A pesar de vivir en el puerto, Mazte Rim no había sido un niño que se llevara bien con el agua. Tenía pesadillas sobre animales que vivían en los abismos, quizá porque, en una ocasión, su padre llegó a ver a un hombre a quien un pez le había arrancado el brazo. Mazte tendría menos de seis años cuando aquel personaje les mostró el muñón de su brazo y les aseguró que se lo había zampado un animal del tamaño de una casa. También les contó que, justo unos metros delante del puerto, había un abismo marino en el cual habitaban algunos peces que emitían luz propia, y que, si alguno tenía la suficiente fuerza en sus pulmones como para retener el aire y bajar, vería, al fondo, algo semejante a un cielo estrellado.
El pequeño Mazte quedó tan impresionado por la visión del marino, que dejó de hacer lo habitual para quienes crecen junto al océano. Nunca iba más allá del inicio de las olas, jamás se lanzaba desde el muelle, y, si había una tormenta, incluso una leve llovizna, no salía de casa. Sólo perdió el temor cuando, a los quince años, su padre lo obligó a lanzarse desde el muelle y nadar en busca de una balsa que había arrastrado la marea. Aunque se negó de todas las maneras posibles, su padre, Ebomer Rim, no aceptó ninguna de las razones de su hijo. El miedo desapareció poco a poco, pero, aun así, nunca adquirió las habilidades de sus amigos pescadores o de aquellos marinos que bordeaban la costa y llevaban barcos con mercancías a las islas o al país de los ralicias.
—¿Vamos por buen camino, Mazte? —preguntó Ramal.
—Sé que sí —le aseguró Mazte—, el olor del Faro es inconfundible.
—Confiamos en ti —dijo Ramal, y Mazte Rim sonrió.
Por un buen rato, volvieron a quedarse en silencio, y fue así hasta que, en medio de la sombra, una débil luz les hizo volver a respirar.
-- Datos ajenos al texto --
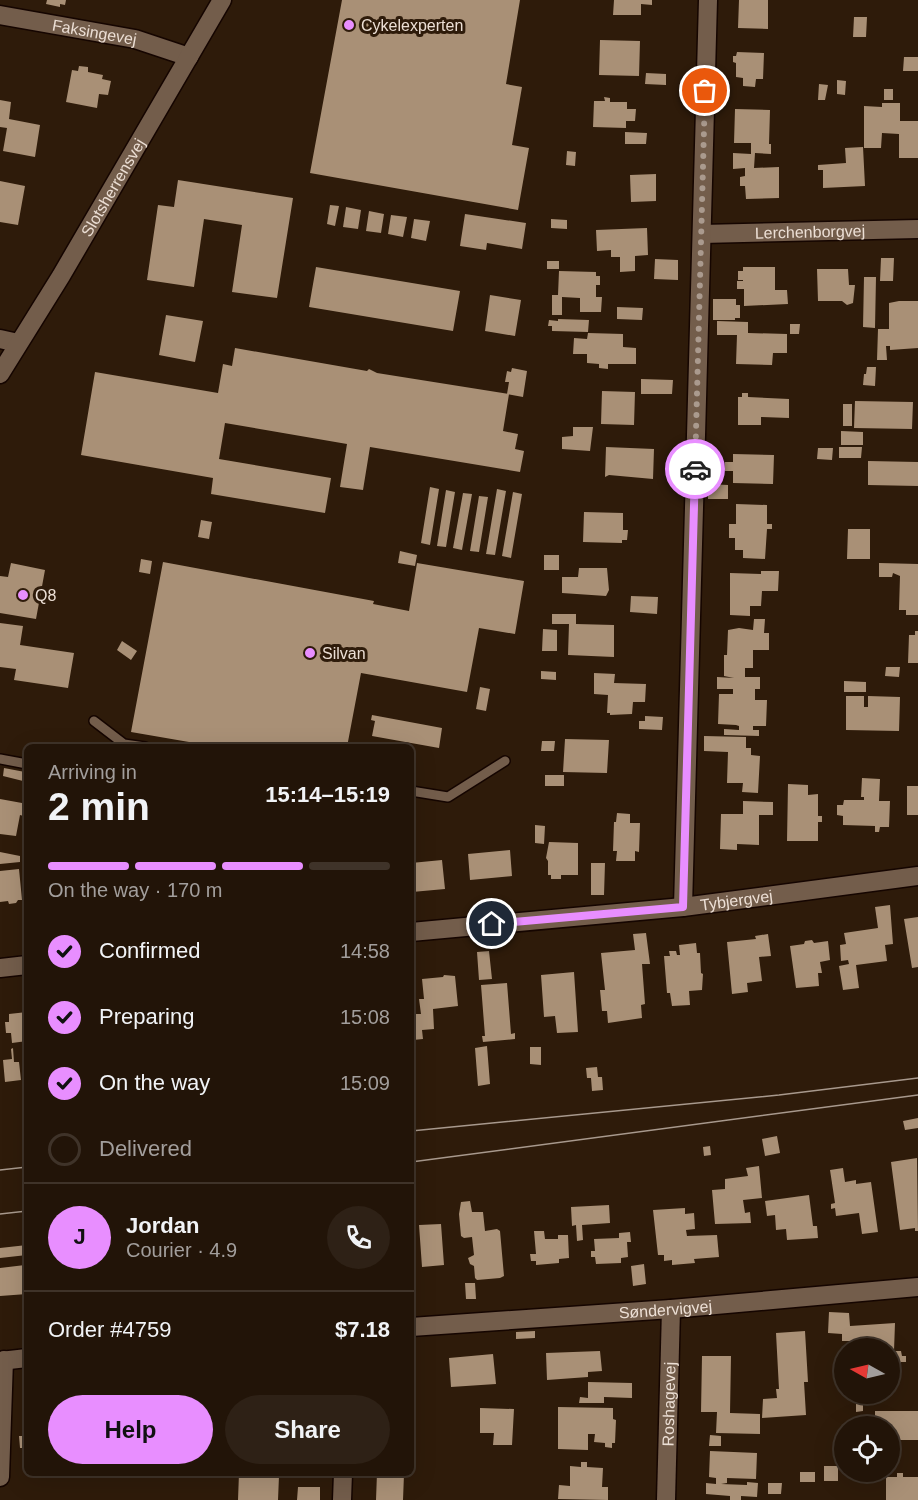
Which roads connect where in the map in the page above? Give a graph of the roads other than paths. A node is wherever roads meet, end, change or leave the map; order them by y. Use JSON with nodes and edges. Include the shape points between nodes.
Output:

Era una luz clara que venía del sur, de la costa, del hermoso faro de Édasen.
—El faro —anunció Ramal—. Es la luz del faro de Édasen.
—Pensé que no llegaríamos jamás —dijo Luna, con entusiasmo.
Pero entonces, Lar, el hijo mayor de Ramal Etz, que miraba en dirección contraria, hizo que el entusiasmo cesara de inmediato.
—Señor Mazte, señor Mazte —dijo Lar—, un barco se acerca.
Había seis remos en el barco y siete personas, pero uno de ellos era Lars, que estaba herido, y otra era Ene, apenas una chiquilla. En cuanto Lar anunció lo que veía, remaron lo más fuerte que pudieron, hasta sentir que los músculos de los brazos se les agarrotaban.
—No voy a morir sin luchar —anunció Ramal.
—No digas eso, papá —exclamó Ene.
—No van a alcanzarnos, Ramal —dijo Ulanar—, no digas eso ahora.
—Señora Luna —dijo Ramal—, ¿puedo ir en la popa? Quisiera estar preparado por si algo sucediera.
—No soy ninguna inútil, señor Etz —se quejó Luna.
Mazte miraba desde la proa del barco hacia atrás para observar a Luna y, más allá, el barco que se acercaba. No parecía mucho más grande que aquél en el que viajaban, así que podían ser amigos o enemigos, pero era imposible estar seguros.
—No es un barco grande —anunció Mazte.
—Así parece, pero no podemos arriesgarnos —dijo Ulanar—, hay que seguir.
—¿Puede oler algo en el aire, señor Rim? —preguntó Ramal.
—Sólo hay una cosa en el aire: sangre —dijo Mazte Rim—. Apesta a sangre por todas partes, Ramal. Sangre humana. La desolación de las islas es total.
—Podrías no seguir, buen amigo — le pidió Ramal.
—Lo siento —dijo Mazte, que comprendió que lo que decía sólo causaba más angustia a quienes lo acompañaban.
—Se acercan cada vez más —anunció Lar.
—Remamos con todo lo que podemos —dijo Ramal—, pero creo que nos alcanzarán antes de llegar a la costa. No podemos evitarlo.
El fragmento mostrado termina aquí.